SQL Server CTE – Optimization Techniques

cteperformancequery-performancesql serversql-server-2008-r2

I want to take aggregate data for each sales person employed and display the Salesname, saleamount, and saleshippingamount. I have the query set to use 2 UPDATE CTE statements to update a table that house the master data for each employee. I am updating because I need aggregate totals to be displayed.

The syntax takes roughly 10 minutes to complete and between the two tables there are roughly 60,000 rows to process. Is a CTE The wrong way to go about this?

Below is sample DDL. The employee names are populated from the HR table, but I did not show DDL for this, just an insert statement.

Create Table #FinalData
(
    employee varchar(400)
    ,tr float
    ,tf float
)
Create Table #TR
(
    employee varchar(400)
    ,saleamount float
    ,saledate date
)
Create Table #TF
(
    employee varchar(400)
    ,saleshippingamt float
    ,saledate date
)
INSERT INTO #TR (employee, saleamount, saledate) VALUES
('Employee 1', '12.63', '2017-01-01'), ('Employee 1', '15.00' ,'2017-01-02')
,('Employee 2', '14.00', '2017-01-03'), ('Employee 2' ,'12.00', '2017-01-03')
,('Employee 3', '16.00', '2017-01-03'), ('Employee 3', '13.00', '2017-01-04')
INSERT INTO #TF (employee, saleshippingamt, saledate) VALUES
('Employee 1', '5.00', '2017-01-01'), ('Employee 1', '6.00' ,'2017-01-02')
,('Employee 2', '5.50', '2017-01-03'), ('Employee 2' ,'5.00', '2017-01-03')
,('Employee 3', '6.00', '2017-01-03'), ('Employee 3', '6.00', '2017-01-04')
INSERT INTO #FINALDATA (employee) Values
('Employee 1'), ('Employee 2'), ('Employee 3')

;With TR As 
(
    SELECT 
    employee
    ,SUM(saleamount) Totals
    FROM #TR
    WHERE saledate BETWEEN '2017-01-01' AND '2017-01-25'
    GROUP BY employee
)
UPDATE t
SET tr = t2.TotalCount
FROM #FinalData t
INNER JOIN (Select employee, SUM(Totals) TotalCount
            FROM TR
            GROUP BY employee) As t2
ON t.employee = t2.employee

;With TF As 
(
    SELECT 
    employee
    ,SUM(saleshippingamt) Totals
    FROM #TF
    WHERE saledate BETWEEN '2017-01-01' AND '2017-01-25'
    GROUP BY employee
)
UPDATE t
SET tf = t2.TotalCount
FROM #FinalData t
INNER JOIN (Select employee, SUM(Totals) TotalCount
            FROM TF
            GROUP BY employee) As t2
ON t.employee = t2.employee

Select * FROM #FinalData

And this is my execution plan.

What is an option that I have to optimize this query?

Best Answer

I've finally been able to do some testing and playing with the query and can give you more concrete suggestions.

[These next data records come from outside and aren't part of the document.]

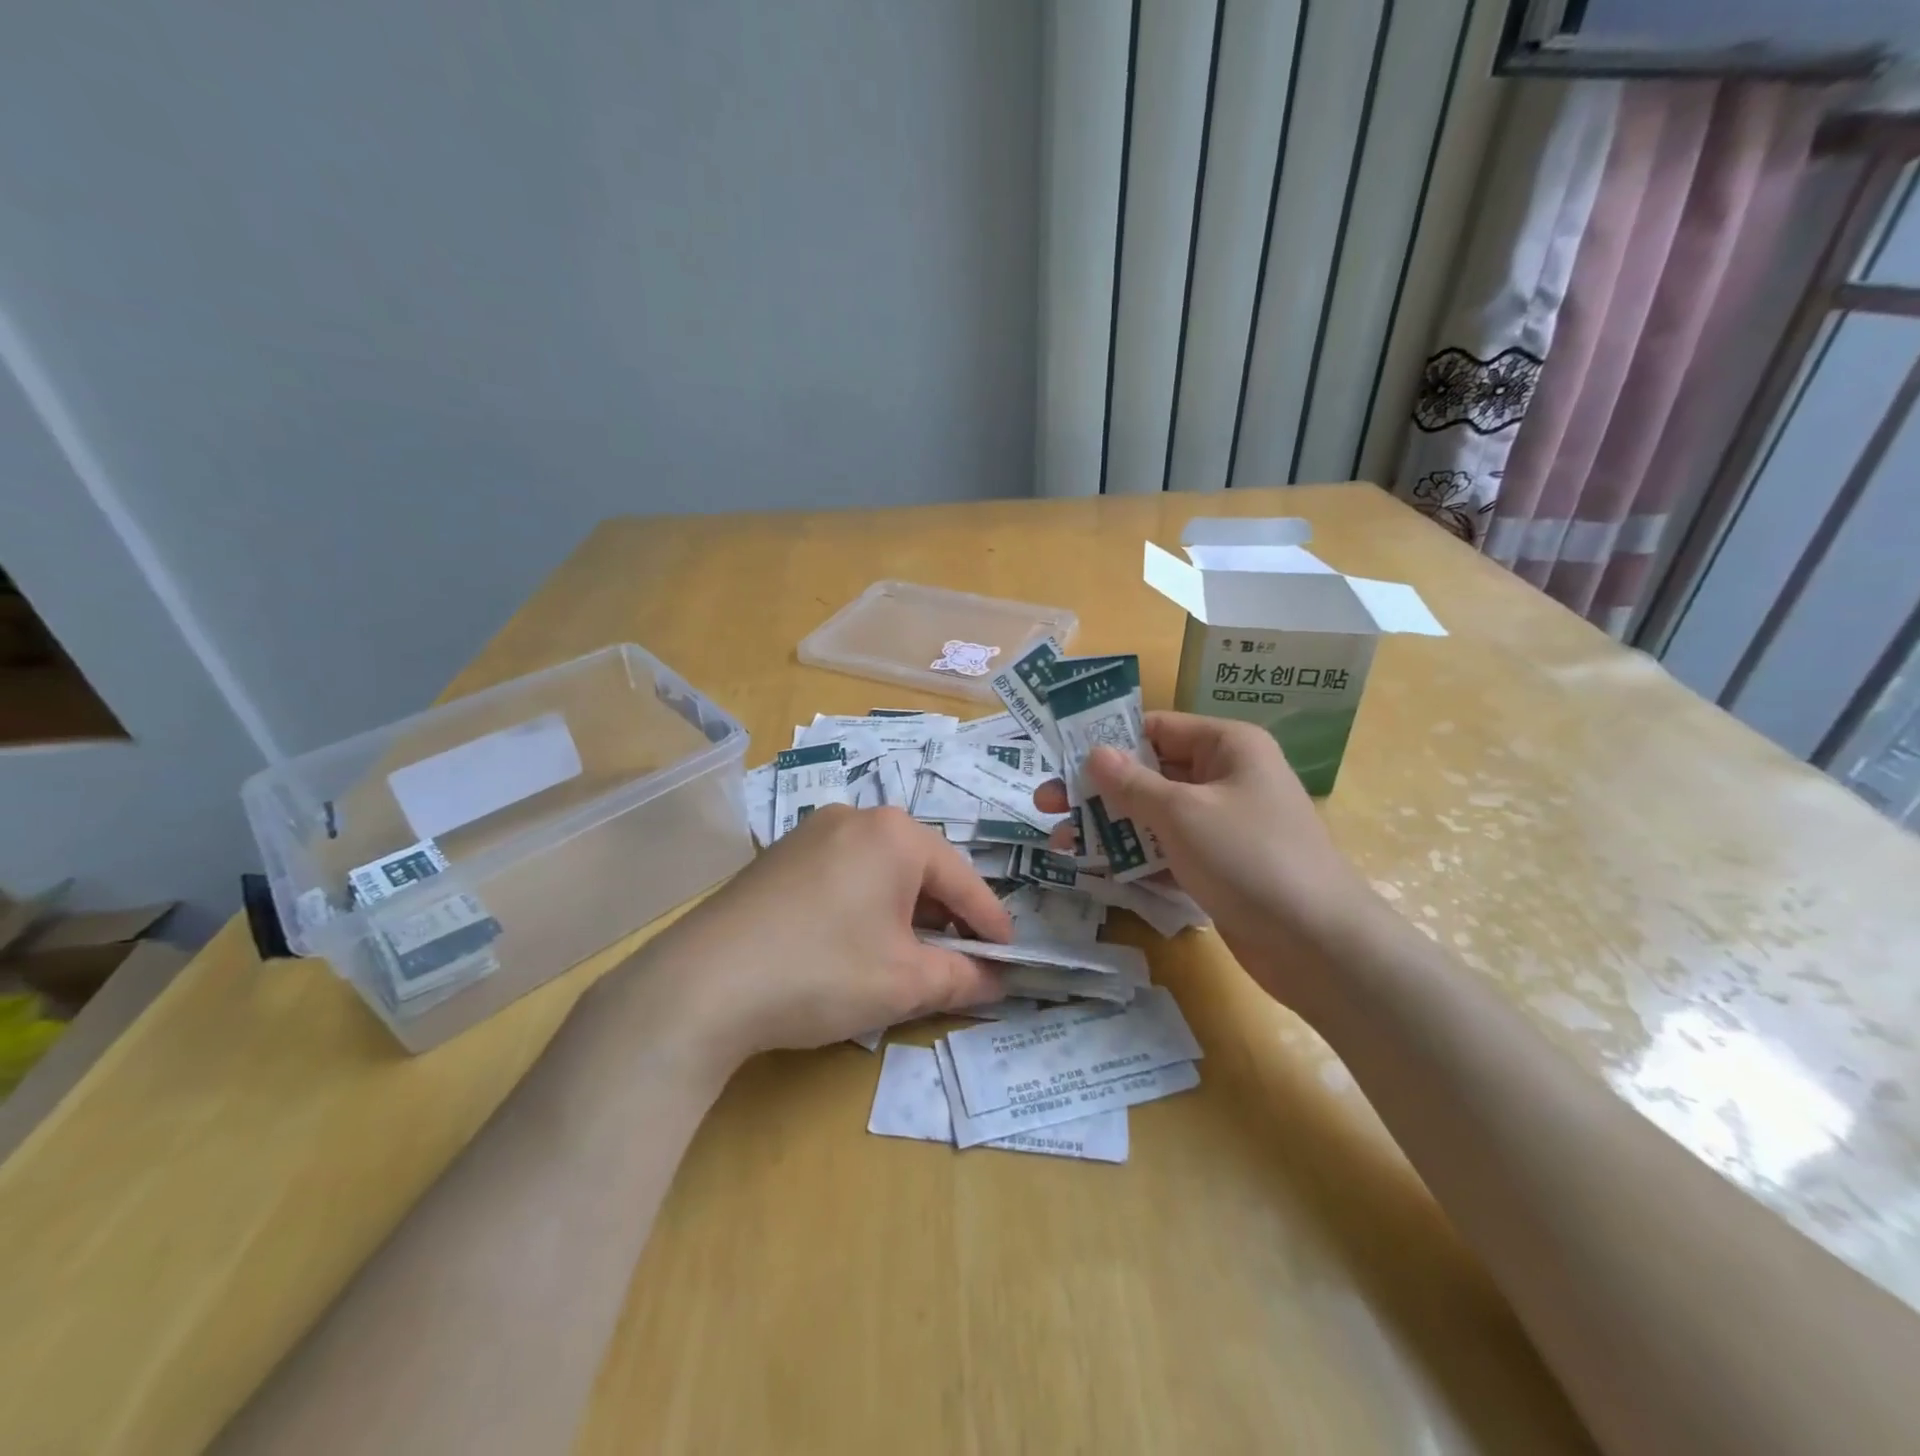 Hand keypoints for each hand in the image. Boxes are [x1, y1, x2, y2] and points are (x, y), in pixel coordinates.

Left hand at [608, 806, 1012, 1069]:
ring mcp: (811, 832)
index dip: (990, 922)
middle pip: (920, 869)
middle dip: (945, 916)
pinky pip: (843, 874)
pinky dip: (864, 906)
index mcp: (895, 834)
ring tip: (908, 956)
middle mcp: (855, 817)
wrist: (702, 984)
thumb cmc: (821, 972)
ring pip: (880, 870)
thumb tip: (996, 980)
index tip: (1010, 955)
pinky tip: (854, 944)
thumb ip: (962, 978)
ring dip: (903, 912)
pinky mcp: (779, 856)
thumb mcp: (904, 983)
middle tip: (959, 960)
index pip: (962, 879)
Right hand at [1038, 712, 1372, 1002]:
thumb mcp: (1183, 813)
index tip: (1059, 757)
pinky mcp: (1217, 867)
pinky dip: (1133, 857)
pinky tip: (1092, 868)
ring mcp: (1221, 826)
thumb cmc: (1250, 858)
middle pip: (1149, 774)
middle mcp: (1225, 778)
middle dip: (1098, 790)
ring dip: (1109, 827)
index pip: (1156, 728)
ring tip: (1060, 841)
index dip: (1107, 740)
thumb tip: (1095, 753)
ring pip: (1153, 816)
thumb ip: (1132, 783)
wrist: (1318, 945)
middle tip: (1045, 803)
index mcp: (1227, 746)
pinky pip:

I used AdventureWorks for my sample so I had some actual data to work with.

Option 1 - Add Indexes

This will give you the best performance increase for the least amount of effort. I saw an increase of 40% in query execution in my sample set just by adding three indexes.

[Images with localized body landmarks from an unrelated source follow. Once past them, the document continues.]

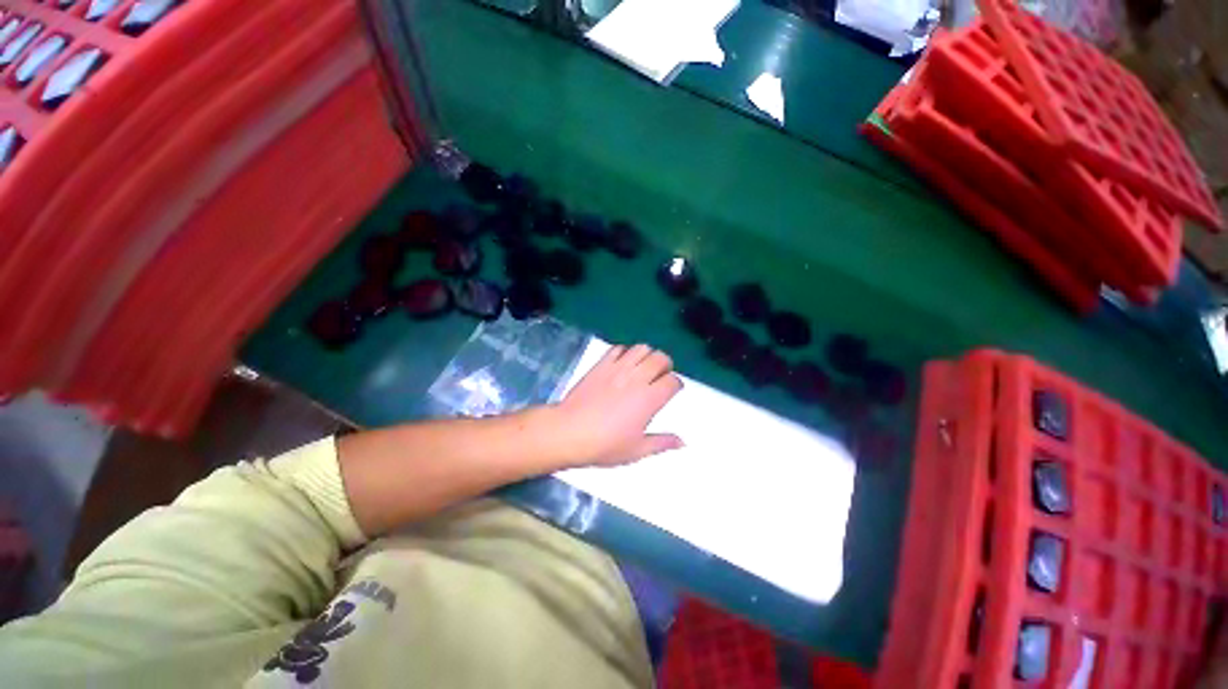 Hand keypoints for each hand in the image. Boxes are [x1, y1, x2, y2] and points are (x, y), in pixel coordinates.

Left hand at [553, 344, 683, 467]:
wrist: (569, 432)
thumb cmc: (604, 444)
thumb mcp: (636, 450)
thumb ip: (661, 443)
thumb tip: (682, 442)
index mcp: (649, 399)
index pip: (673, 381)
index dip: (676, 384)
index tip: (671, 390)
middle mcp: (637, 378)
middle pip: (661, 358)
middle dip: (666, 365)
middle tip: (660, 376)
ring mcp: (618, 368)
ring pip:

Tables #TR and #TF. Add an index on the saledate, employee, and include the amount.

CREATE INDEX IDXNC_TFSaleDateEmployee ON #TF (saledate, employee) INCLUDE (saleshippingamt)

CREATE INDEX IDXNC_TRSaleDateEmployee ON #TR (saledate, employee) INCLUDE (saleamount)

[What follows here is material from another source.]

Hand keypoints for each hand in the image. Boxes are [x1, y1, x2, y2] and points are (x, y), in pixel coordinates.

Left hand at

for the #FinalData, you should have a clustered index on the employee field.

CREATE CLUSTERED INDEX IDXC_FinalDataEmployee ON #FinalData (employee)

Option 2 - Change your query

Your query could use some tweaking, it may even allow you to get rid of the temp table all together.

This query also performs a little faster, but the indexes will give you the best increase in performance.

;WITH CTE_Employee AS
    (
    SELECT DISTINCT employee
    FROM (
        SELECT employee
        FROM #TR
        UNION ALL
        SELECT employee
        FROM #TF
        ) AS D
    )
    , CTE_TR AS
    (
    SELECT employee
        , SUM(saleamount) AS TotalDue
    FROM #TR
    WHERE saledate BETWEEN '2017-01-01' AND '2017-01-25'
    GROUP BY employee
    )
    , CTE_TF AS
    (
    SELECT employee
        , SUM(saleamount) AS TotalDue
    FROM #TR
    WHERE saledate BETWEEN '2017-01-01' AND '2017-01-25'
    GROUP BY employee
    )

SELECT S.employee
    , TR.TotalDue
    , TF.TotalDue
FROM CTE_Employee AS S
    LEFT OUTER JOIN CTE_TR AS TR ON TR.employee = S.employee
    LEFT OUTER JOIN CTE_TF AS TF ON TF.employee = S.employee

General Comments

You can name CTEs however you like, but it does confuse things a little bit if you give them the same name as the table they represent. I like to give them a CTE_* prefix, but it's optional.

You can also chain CTEs as I've done here.

In your original query, you were doing two aggregate operations when you were getting the totals for the totalcount in the #FinalData. That would also be something to keep an eye out for, you can see that it's unnecessary, but SQL will do the sort and sum operation multiple times. You could just join the CTE table on instead of doing a sub-select.

You Had

UPDATE t
SET tf = t2.TotalCount
FROM #FinalData t
INNER JOIN (Select employee, SUM(Totals) TotalCount
            FROM TF
            GROUP BY employee) As t2
ON t.employee = t2.employee

Should be

UPDATE t
SET tf = t2.TotalCount
FROM #FinalData t
INNER JOIN TF As t2 ON t.employee = t2.employee